A) Positive correlation between the Bmax and the cognitive complexity factor in men (Pearson correlation = 0.378, P = 0.006). B) Negative correlation between the Kd and the motor impulsivity factor in men (Pearson correlation = −0.673, P = 0.023).
Discussion
The present study explored and compared the possible differences in impulsivity characteristics, assessed by the BIS-11 questionnaire, in a group of healthy volunteers of both sexes, as well as the eventual correlations with the platelet SERT, evaluated by means of the 3H-Par binding parameters (the maximum binding capacity, Bmax, and the dissociation constant, Kd). Although the ensuing findings are affected by some limitations which should be acknowledged, such as the small sample size, the evidence that all subjects belonged to the same setting and had similar life-habits, and that impulsivity was assessed by a self-report scale only, factors that perhaps limit their generalizability, nevertheless they are intriguing. It should be noted, however, that rarely, both self-report and behavioral measures have been used together.54–56
First, the women of our sample showed a higher BIS-11 total score than men, and even the scores of two BIS-11 factors, the so-called “motor impulsivity” and “cognitive complexity”, were higher in women than in men. These findings would indicate that women are generally more impulsive than men, at least when considering impulsivity as a trait, construct at the basis of the BIS questionnaire. Most of the literature data are in disagreement with our observations, as men and women do not appear to be consistently different on impulsivity,39,56,57 or men had higher scores at the BIS-11 questionnaire.58 In addition, gender has been shown to modulate the link between impulsivity and some health-risk behaviors, such as nicotine use in women,59,60 or alcohol intake in both men and women.58,59,61,62
Second, the correlation analysis revealed that the Bmax of 3H-Par binding, which is a measure of the number of the SERT proteins, was significantly and positively related to the BIS-11 cognitive complexity factor, but only in men. This means that the higher the density of the SERT proteins, the higher the score of the BIS-11 factor. The men of our sample showed also another significant, albeit negative, correlation between the motor impulsivity factor and the Kd, which is the inverse of the affinity constant, that is to say, when the Kd is low, the motor impulsivity increases, and viceversa. These findings are consistent with the results of a previous study reporting that increased platelet SERT affinity (low Kd) correlated with higher ratings of aggressive and externalising beahvior in childhood attention deficit/hyperactivity disorder.63 In addition, they can be considered in agreement with the general observations of disturbances of the serotonergic system, as shown blunted prolactin response to fenfluramine amongst male, but not female subjects with borderline personality disorder,29,34,64–67 or lower prolactin or cortisol responses in healthy men,36–38,68,69 or increased platelet 5-HT content in impulsive adolescents.70 Moreover, in impulsive men the blunted prolactin response has been related to the short variant of the SERT promoter,46 while in impulsive girls such a variant seems to predispose to higher sensitivity to environmental adversity.71 Taken together, these findings suggest that 5-HT is more implicated in impulsivity in men than in women. Interestingly, it has been reported that acute tryptophan depletion increases impulsive response style in men only, without affecting mood.72,73 Therefore, it seems that gender is an important factor in the modulation of 5-HT upon impulsivity.

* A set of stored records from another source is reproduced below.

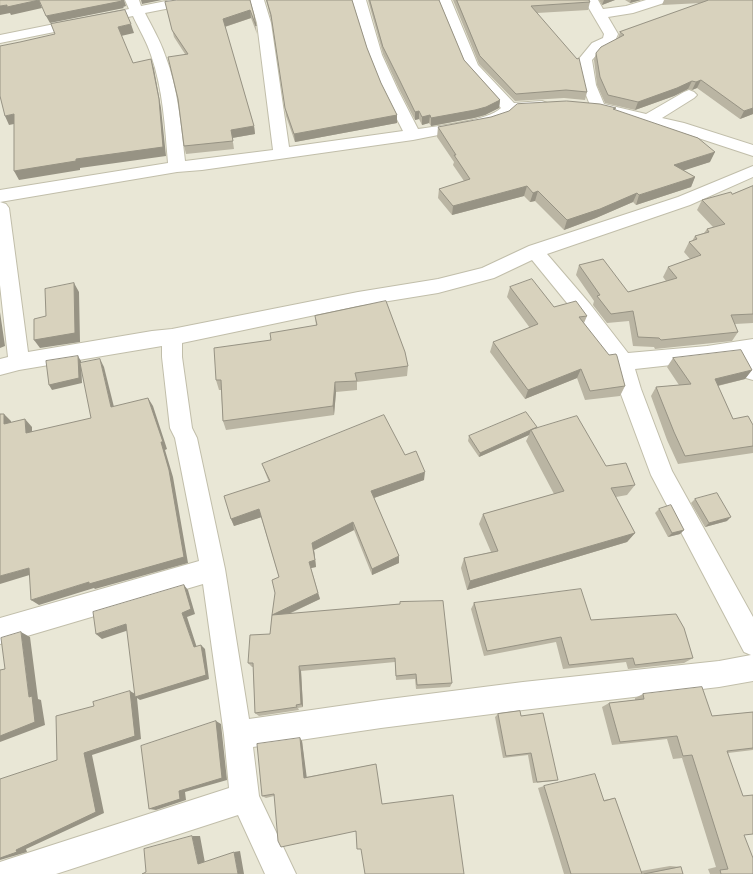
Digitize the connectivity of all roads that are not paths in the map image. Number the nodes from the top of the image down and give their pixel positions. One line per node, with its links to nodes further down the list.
1 (191, 0): 7 (street)
2 (257, 0): 18 (street)
3 (359, 0): 16 (street)
4 (444, 0): 14 (street)
5 (591, 0): 8 (street)
6 (659, 0): 8 (street)
7 (134, 6): 9 (street); 19 (street)
8 (599, 14): 13 (street)
9 (0, 40)
10 (689, 95): 15 (street)
11 (557, 105): 14 (street)
12 (577, 105): 13 (street)
13 (597, 107): 15 (street)
14 (510, 108): 16 (street)
15 (649, 119): 17 (street)
16 (413, 135): 18 (street)
17 (753, 151)
18 (282, 153): 19 (street)
19 (177, 167): 21 (street)
20 (753, 171): 23 (street)
21 (0, 196)
22 (0, 208): 26 (street)
23 (535, 251): 24 (street); 27 (street)
24 (172, 336): 26 (street); 30 (street)
25 (747, 348): 27 (street); 29 (street)
26 (19, 362): 28 (street)
27 (623, 362): 32 (street)
28 (0, 367)
29 (753, 372)
30 (213, 569): 31 (street); 34 (street)
31 (0, 631)
32 (753, 643)
33 (753, 668): 34 (street)
34 (238, 735): 35 (street)
35 (244, 798): 36 (street); 37 (street)
36 (9, 874)
37 (281, 874)

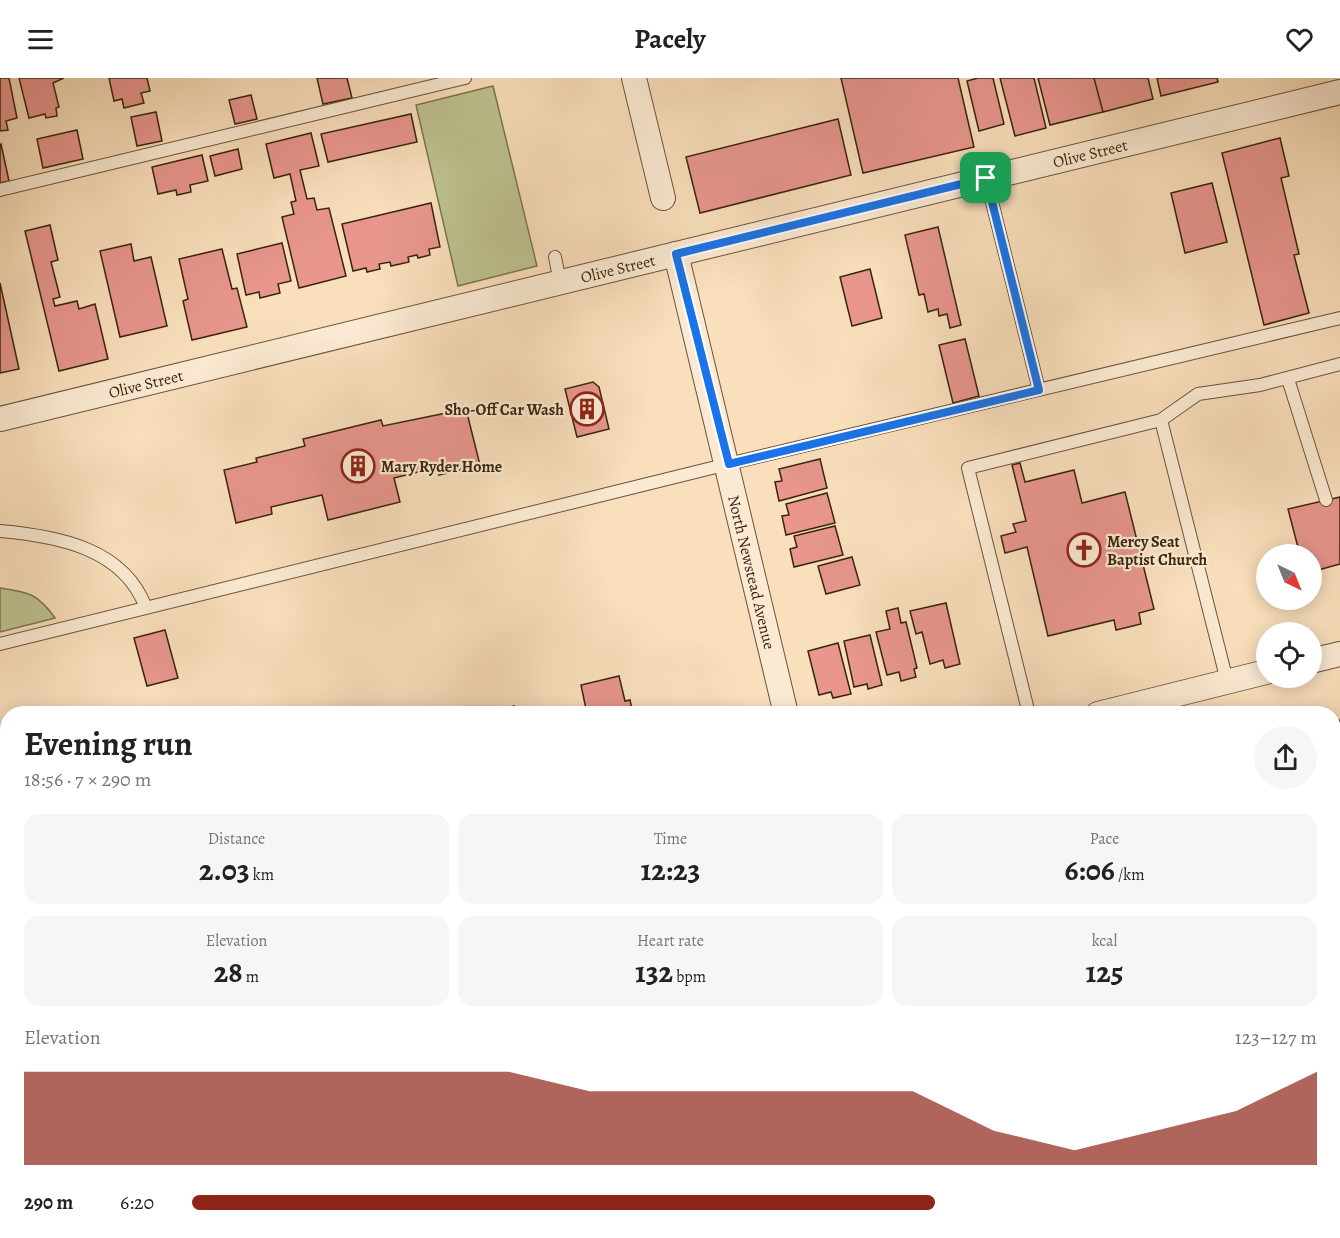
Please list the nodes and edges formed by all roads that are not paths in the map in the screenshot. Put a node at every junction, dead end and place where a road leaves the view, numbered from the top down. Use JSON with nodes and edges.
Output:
{"nodes":[{"id":1,"x":465,"y":78,"type":"edge"},
{"id":2,"x":634,"y":78,"type":"edge"},
{"id":3,"x":1340,"y":92,"type":"edge"},
{"id":4,"x":986,"y":178,"type":"junction"},
{"id":5,"x":0,"y":190,"type":"edge"},
{"id":6,"x":663,"y":198,"type":"dead end"},
{"id":7,"x":676,"y":254,"type":"junction"},
{"id":8,"x":555,"y":257,"type":"dead end"},
{"id":9,"x":560,"y":282,"type":"junction"},
{"id":10,"x":1340,"y":318,"type":"edge"},
{"id":11,"x":1340,"y":364,"type":"edge"},
{"id":12,"x":1288,"y":379,"type":"junction"},
{"id":13,"x":1039,"y":390,"type":"junction"},
{"id":14,"x":0,"y":419,"type":"edge"},
{"id":15,"x":1161,"y":420,"type":"junction"},
{"id":16,"x":729,"y":464,"type":"junction"},
{"id":17,"x":1326,"y":500,"type":"dead end"},
{"id":18,"x":0,"y":531,"type":"edge"},
{"id":19,"x":146,"y":608,"type":"junction"},
{"id":20,"x":0,"y":644,"type":"edge"},
{"id":21,"x":1340,"y":654,"type":"edge"},
{"id":22,"x":1322,"y":658,"type":"edge"},
{"id":23,"x":1256,"y":674,"type":"edge"},
{"id":24,"x":1227,"y":681,"type":"junction"},
{"id":25,"x":784,"y":706,"type":"edge"},
{"id":26,"x":1027,"y":706,"type":"edge"},
{"id":27,"x":1129,"y":706,"type":"edge"}],
"edges":[{"from":1,"to":5,"type":"lane"},
{"from":2,"to":6,"type":"street"},
{"from":3,"to":4,"type":"street","name":"Olive Street"},
{"from":4,"to":7,"type":"street","name":"Olive Street"},
{"from":4,"to":13,"type":"lane"},
{"from":7,"to":9,"type":"street","name":"Olive Street"},
{"from":7,"to":16,"type":"street","name":"North Newstead Avenue"},
{"from":8,"to":9,"type":"lane"},
{"from":9,"to":14,"type":"street","name":"Olive Street"},
{"from":10,"to":13,"type":"lane"},
{"from":11,"to":12,"type":"lane"},
{"from":12,"to":15,"type":"lane"},
{"from":12,"to":17,"type":"lane"},
{"from":13,"to":16,"type":"lane"},
{"from":15,"to":24,"type":"lane"},
{"from":15,"to":26,"type":"lane"},
{"from":16,"to":19,"type":"lane"},
{"from":16,"to":25,"type":"street","name":"North Newstead Avenue"},
{"from":18,"to":19,"type":"lane"},
{"from":19,"to":20,"type":"lane"},
{"from":21,"to":22,"type":"street"},
{"from":23,"to":24,"type":"street"},
{"from":24,"to":27,"type":"street"}]}
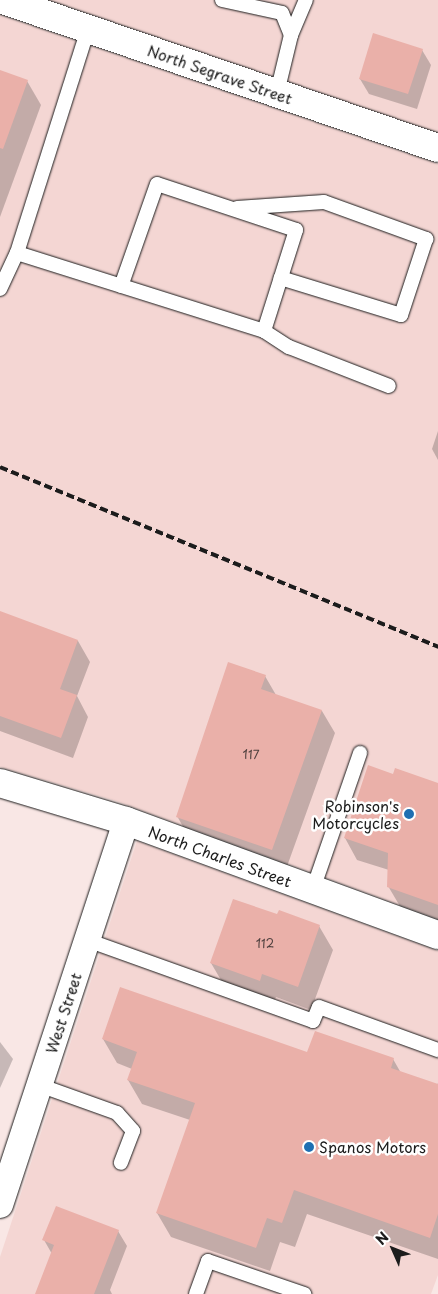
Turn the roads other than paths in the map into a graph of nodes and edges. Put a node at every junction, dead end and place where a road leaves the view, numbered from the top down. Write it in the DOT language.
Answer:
graph roads {
  1 [pos="3,0"];
  2 [pos="222,0"];
  3 [pos="306,0"];
  4 [pos="88,29"];
  5 [pos="292,35"];
  6 [pos="277,93"];
  7 [pos="438,148"];
  8 [pos="229,209"];
  9 [pos="17,253"];
  10 [pos="281,278"];
  11 [pos="122,286"];
  12 [pos="0,289"];
  13 [pos="264,331"];
  14 [pos="389,386"];
  15 [pos="360,753"];
  16 [pos="0,783"];
  17 [pos="126,821"];
  18 [pos="313,889"];
  19 [pos="438,935"];
  20 [pos="87,940"];
  21 [pos="438,1050"];
  22 [pos="40,1085"];
  23 [pos="121,1163"];
  24 [pos="0,1205"];
  25 [pos="196,1294"];
  26 [pos="304,1294"];
  1 -- 4 [label="street, North Segrave Street"];
  2 -- 5 [label="lane"];
  3 -- 5 [label="lane"];
  4 -- 6 [label="street, North Segrave Street"];
  4 -- 9 [label="lane"];
  5 -- 6 [label="lane"];
  6 -- 7 [label="street, North Segrave Street"];
  8 -- 10 [label="lane"];
  8 -- 10 [label="lane"];
  8 -- 11 [label="lane"];
  9 -- 11 [label="lane"];
  9 -- 12 [label="lane"];
  10 -- 13 [label="lane"];
  11 -- 13 [label="lane"];
  13 -- 14 [label="lane"];
  15 -- 18 [label="lane"];
  16 -- 17 [label="street, North Charles Street"];
  17 -- 18 [label="street, North Charles Street"];
  17 -- 20 [label="street, West Street"];
  18 -- 19 [label="street, North Charles Street"];
  20 -- 21 [label="lane"];
  20 -- 22 [label="street, West Street"];
  22 -- 23 [label="lane"];
  22 -- 24 [label="street, West Street"];
  25 -- 26 [label="lane"];
}
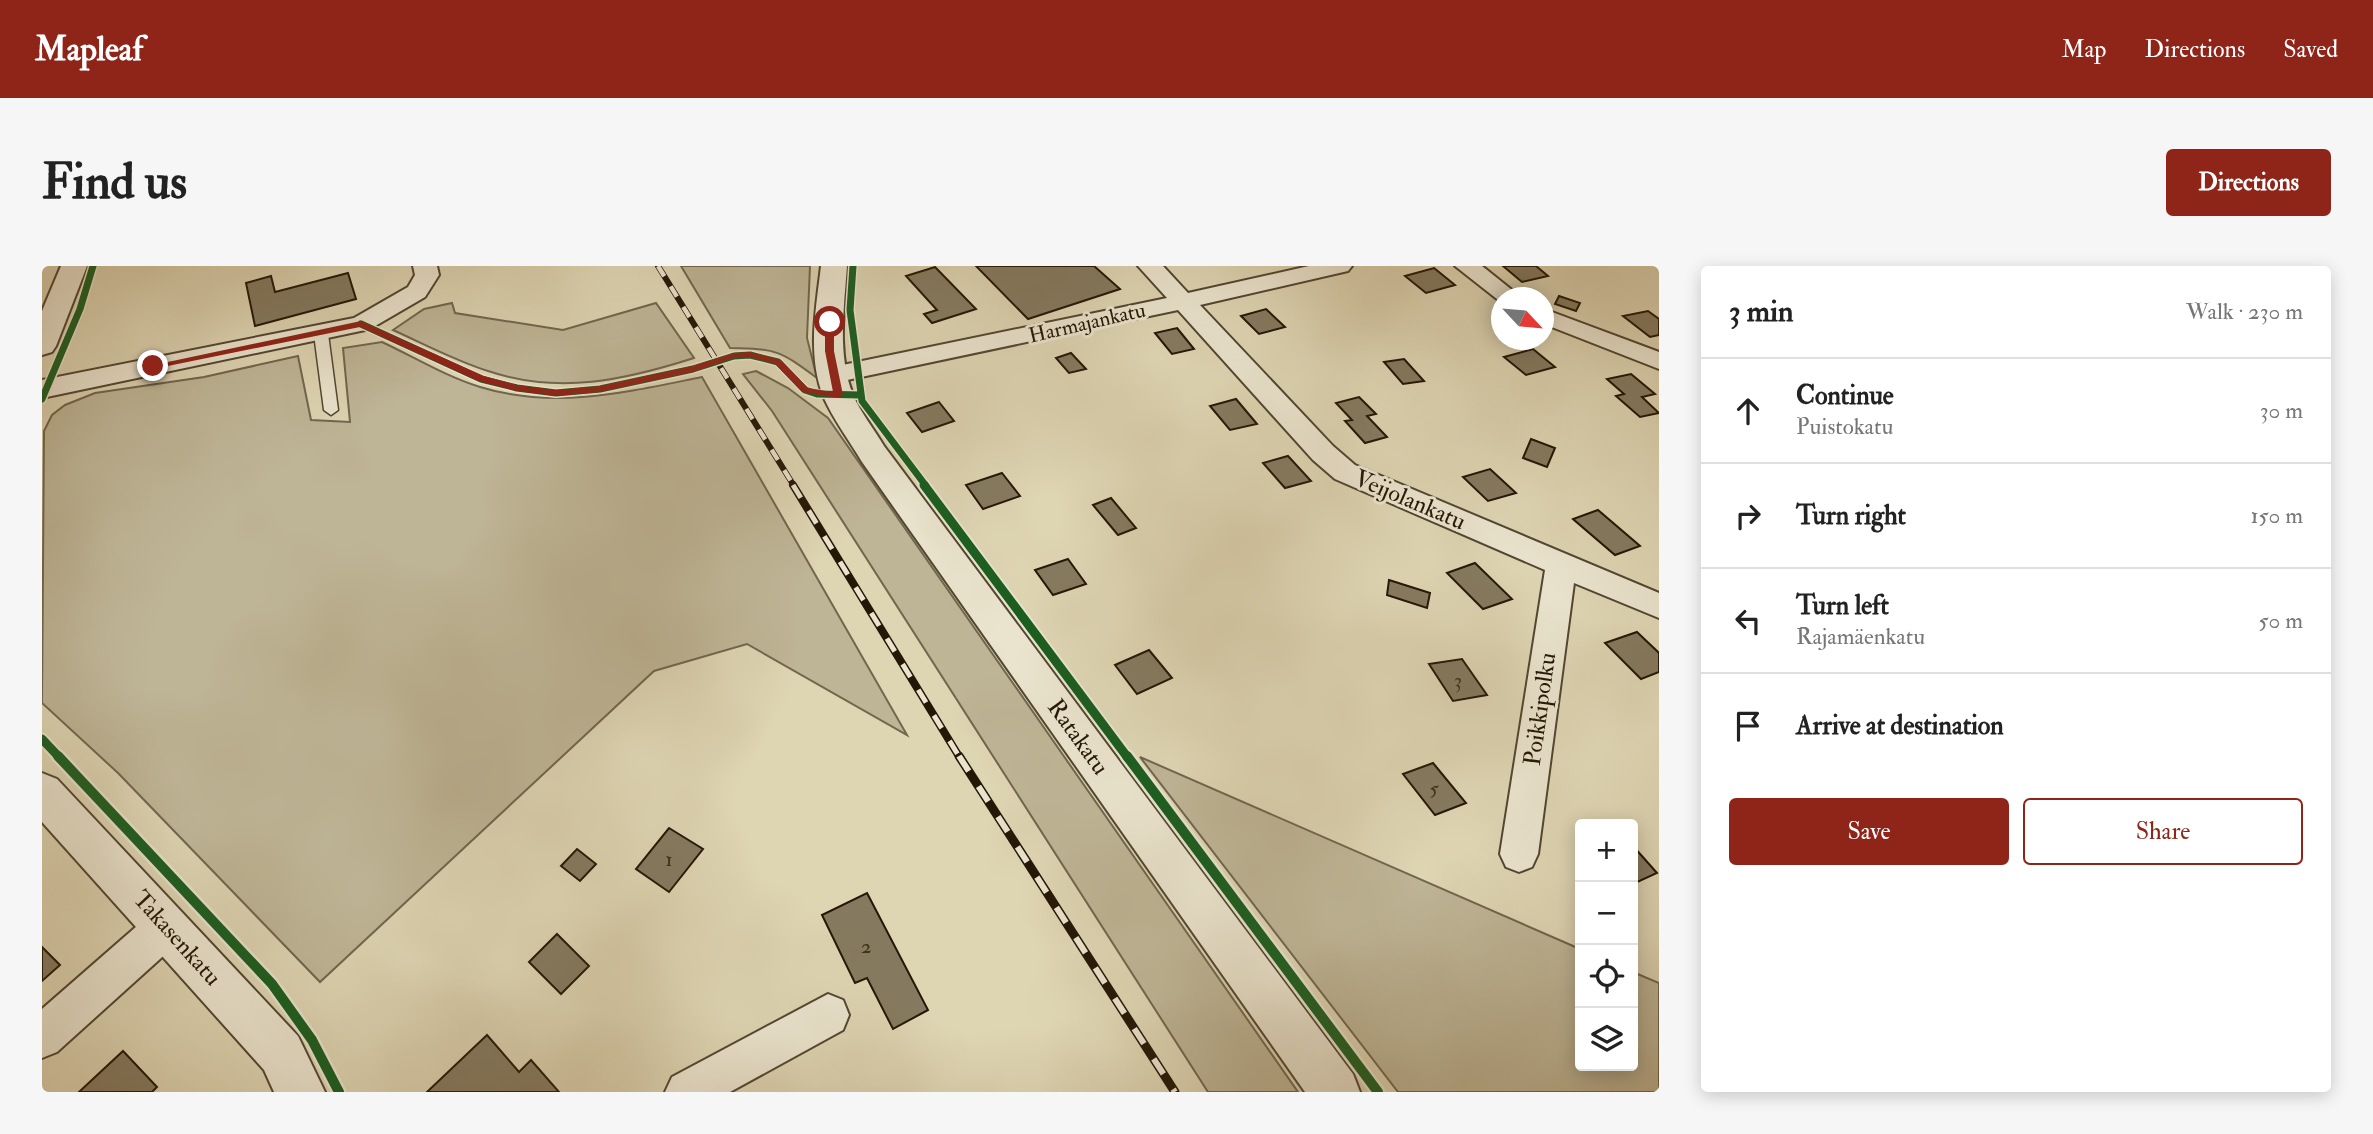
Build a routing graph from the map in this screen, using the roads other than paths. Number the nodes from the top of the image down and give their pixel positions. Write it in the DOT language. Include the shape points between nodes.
graph roads {
  1 [pos="74,266"];
  2 [pos="425,266"];
  3 [pos="834,266"];
  4 [pos="1150,266"];
  5 [pos="1340,266"];
  6 [pos="1467,266"];
  7 [pos="1495,287"];
  8 [pos="1181,301"];
  9 [pos="1554,320"];
  10 [pos="321,334"];
  11 [pos="42,346"];
  12 [pos="1659,361"];
  13 [pos="834,375"];
  14 [pos="42,389"];
  15 [pos="331,410"];
  16 [pos="1561,565"];
  17 [pos="1659,606"];
  18 [pos="42,792"];
  19 [pos="1519,854"];
  20 [pos="167,926"];
  21 [pos="828,1015"];
  22 [pos="42,1037"];
  23 [pos="299,1092"];
  24 [pos="687,1092"];
  25 [pos="1335,1092"];
  1 -- 11 [label="street"];
  2 -- 10 [label="street" via="427,275 417,292 361,324"];
  3 -- 13 [label="street, Ratakatu" via="829,351"];
  4 -- 8 [label="street, Veijolankatu"];
  5 -- 8 [label="street, Harmajankatu"];
  6 -- 7 [label="street"];
  8 -- 13 [label="street, Harmajankatu"];
  8 -- 16 [label="street, Veijolankatu" via="1345,472"];
  9 -- 12 [label="street"];
  10 -- 14 [label="street"];
  10 -- 15 [label="lane"];
  13 -- 25 [label="street, Ratakatu" via="838,395 873,454"];
  16 -- 17 [label="street, Veijolankatu"];
  16 -- 19 [label="street, Poikkipolku"];
  18 -- 20 [label="street, Takasenkatu"];
  20 -- 22 [label="street"];
  20 -- 23 [label="street, Takasenkatu" via="281,1053"];
  21 -- 24 [label="street"];
}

In conclusion, the findings of the present study would suggest that impulsivity is a complex phenomenon, with multiple facets, and resulting from the interplay of different factors, in particular the 5-HT system, whose role on this behavior is strongly modulated by gender, although with no doubt other neurotransmitters are involved.13
Future studies should confirm or not our observations in larger sample of healthy subjects, as well as in patients with different impulse control disorders.
Footnotes
Disclosures
The authors report no conflicts of interest in this work.